‘The Great Repression’ review: Colonial law, native masters

A history of the sedition decree in India and why it is still in use

December 07, 2019 05:22 pm | Updated 05:22 pm IST

Codification of laws was a defining modernist project in 19th century Britain. The idea was extended to India too, then a British colony. Codified laws, and labelled and enumerated social categories, were instruments of colonial understanding and used to control the native population. The notion of sedition enters the vocabulary of crime and punishment in this context.

The penal code of India, drafted by Thomas Macaulay in 1837, defined as offence if someone “by words, either spoken or intended to be read, or by signs, or by visible representation attempts to excite feelings of disaffection to the Government.” The language has not changed significantly even decades after India transitioned to an independent republic. The relevance of sedition as a crime has been judicially challenged several times but each time it has managed to survive. Section 124A of the Indian Penal Code remains, and more laws have been added to deal with people thought to be insufficiently loyal to the government or the country.

Targeting the vulnerable?

Occasional attempts by the judiciary to limit the use of 124A have not borne fruit. From cartoonists to peaceful marchers and tribals raising their voice against injustice, and Jawaharlal Nehru University students shouting slogans, the sledgehammer of sedition is falling on citizens with alarming frequency. Recently, news reports said a district administration in Jharkhand has charged 10,000 Adivasis with sedition, for disturbing ‘public order’ — a loose term that law enforcement agencies use to target the most vulnerable. They had run a campaign called Pathalgadi, which literally means the laying of stones. They erected stone slabs engraved with the provisions of the Indian Constitution that guarantees special rights for tribals.

Whether criticising the government or mobilising public opinion against it constitutes sedition has been a question long settled — these actions are not. But sedition law is used in such cases even today, and the Supreme Court, in a recent case did not lay down the principles and merely stated that it had done so in 1962. Whether the government can demand the affection of the citizenry is a more fundamental question.

M.K. Gandhi was confronted with this question, charged with sedition, after the Chauri Chaura incident in 1922. He had no difficulty in pleading guilty as charged. He went on to declare that spreading disaffection against the colonial government was his “imperative duty.” He said, sedition was the creed of the Congress party.

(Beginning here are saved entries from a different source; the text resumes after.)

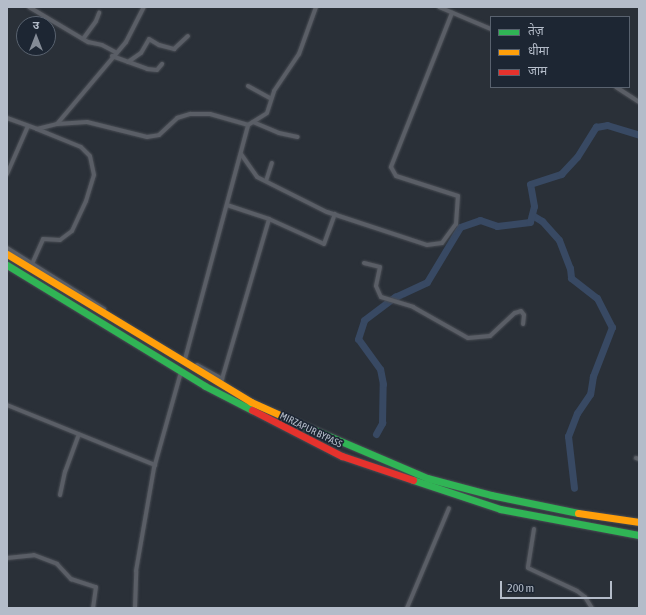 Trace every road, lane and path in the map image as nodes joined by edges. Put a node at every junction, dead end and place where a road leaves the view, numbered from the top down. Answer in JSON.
{"nodes":[{"id":1,"x":29,"y":7,"type":"edge"},
{"id":2,"x":144,"y":7,"type":"edge"},
{"id":3,"x":316,"y":7,"type":"edge"},
{"id":4,"x":439,"y":7,"type":"edge"},
{"id":5,"x":99,"y":12,"type":"dead end"},
{"id":6,"x":452,"y":13,"type":"junction"},
{"id":7,"x":490,"y":29,"type":"edge"},
{"id":8,"x":188,"y":36,"type":"dead end"},
{"id":9,"x":82,"y":39,"type":"junction"},
{"id":10,"x":114,"y":54,"type":"junction"},
{"id":11,"x":128,"y":62,"type":"junction"},
{"id":12,"x":162,"y":64,"type":"dead end"},
{"id":13,"x":248,"y":86,"type":"dead end"},
{"id":14,"x":618,"y":88,"type":"edge"},
{"id":15,"x":271,"y":100,"type":"junction"},
{"id":16,"x":639,"y":102,"type":"edge"},
{"id":17,"x":7,"y":118,"type":"edge"},
{"id":18,"x":253,"y":122,"type":"junction"},
{"id":19,"x":58,"y":124,"type":"junction"},
{"id":20,"x":248,"y":125,"type":"junction"},
{"id":21,"x":28,"y":126,"type":"junction"},
{"id":22,"x":37,"y":129,"type":"junction"},
{"id":23,"x":298,"y":137,"type":"dead end"},
{"id":24,"x":241,"y":154,"type":"junction"},
{"id":25,"x":272,"y":163,"type":"dead end"},
{"id":26,"x":7,"y":174,"type":"edge"},
{"id":27,"x":266,"y":181,"type":"junction"},
{"id":28,"x":227,"y":205,"type":"junction"},
{"id":29,"x":335,"y":214,"type":"junction"},
{"id":30,"x":269,"y":219,"type":"junction"},
{"id":31,"x":7,"y":248,"type":"edge"},
{"id":32,"x":7,"y":254,"type":"edge"},
{"id":33,"x":364,"y":263,"type":"dead end"},
{"id":34,"x":32,"y":264,"type":"junction"},
{"id":35,"x":7,"y":265,"type":"edge"},
{"id":36,"x":523,"y":324,"type":"dead end"},
{"id":37,"x":185,"y":359,"type":"junction"},
{"id":38,"x":181,"y":372,"type":"junction"},
{"id":39,"x":8,"y":406,"type":"edge"},
{"id":40,"x":7,"y":411,"type":"edge"},
{"id":41,"x":79,"y":434,"type":"junction"},
{"id":42,"x":155,"y":465,"type":"junction"},
{"id":43,"x":60,"y":495,"type":"dead end"},
{"id":44,"x":449,"y":508,"type":"dead end"},
{"id":45,"x":639,"y":522,"type":"edge"},
{"id":46,"x":534,"y":529,"type":"dead end"},
{"id":47,"x":639,"y":535,"type":"edge"},
{"id":48,"x":7,"y":558,"type":"edge"},
{"id":49,"x":93,"y":608,"type":"edge"},
{"id":50,"x":135,"y":608,"type":"edge"},
{"id":51,"x":407,"y":608,"type":"edge"},
{"id":52,"x":592,"y":608,"type":"edge"}],
"edges":[{"from":1,"to":9,"type":"street"},
{"from":2,"to":10,"type":"street"},
{"from":3,"to":15,"type":"street"},
{"from":4,"to":6,"type":"street"},
{"from":5,"to":9,"type":"street"},
{"from":6,"to":7,"type":"street"},
{"from":6,"to":29,"type":"street"},
{"from":8,"to":11,"type":"street"},
{"from":9,"to":10,"type":"street"},
{"from":10,"to":11,"type":"street"},
{"from":10,"to":19,"type":"street"},
{"from":11,"to":12,"type":"street"},
{"from":13,"to":15,"type":"street"},
{"from":14,"to":16,"type":"street"},
{"from":15,"to":18,"type":"street"},
{"from":17,"to":21,"type":"street"},
{"from":18,"to":20,"type":"street"},
{"from":18,"to":23,"type":"street"},
{"from":19,"to":20,"type":"street"},
{"from":19,"to":22,"type":"street"},
{"from":20,"to":24,"type":"street"},
{"from":21,"to":22,"type":"street"},
{"from":21,"to":26,"type":"street"},
{"from":22,"to":34,"type":"street"},
{"from":24,"to":27,"type":"street"},
{"from":24,"to":28,"type":"street"},
{"from":25,"to":27,"type":"street"},
{"from":27,"to":29,"type":"street"},
{"from":28,"to":30,"type":"street"},
{"from":28,"to":37,"type":"street"},
{"from":29,"to":30,"type":"street"},
{"from":30,"to":37,"type":"street"},
{"from":31,"to":34,"type":"street"},
{"from":32,"to":45,"type":"highway"},
{"from":33,"to":36,"type":"street"},
{"from":34,"to":37,"type":"street"},
{"from":35,"to":38,"type":"highway","name":"MIRZAPUR BYPASS"},
{"from":38,"to":42,"type":"street"},
{"from":38,"to":47,"type":"highway","name":"MIRZAPUR BYPASS"},
{"from":39,"to":40,"type":"street"},
{"from":39,"to":41,"type":"street"},
{"from":41,"to":42,"type":"street"},
{"from":41,"to":43,"type":"street"},
{"from":42,"to":50,"type":"street"},
{"from":44,"to":51,"type":"street"},
{"from":46,"to":52,"type":"street"},
{"from":48,"to":49,"type":"street"}]}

The first Prime Minister of India, Jawaharlal Nehru, too had been punished under sedition law, and thought it was an anachronism in a free republic. But the founding fathers leaned towards a strong state to deal with the birth pangs of the nation. Now, the pursuit of national greatness has created a fresh environment that is extremely intolerant of criticism and questions. The colonial law appears to have come in handy for native masters.

This book is a narrative history of the long-drawn and lingering question of sedition, and it confines itself to that.

The Great Repression; Chitranshul Sinha, Penguin Random House India, ₹499.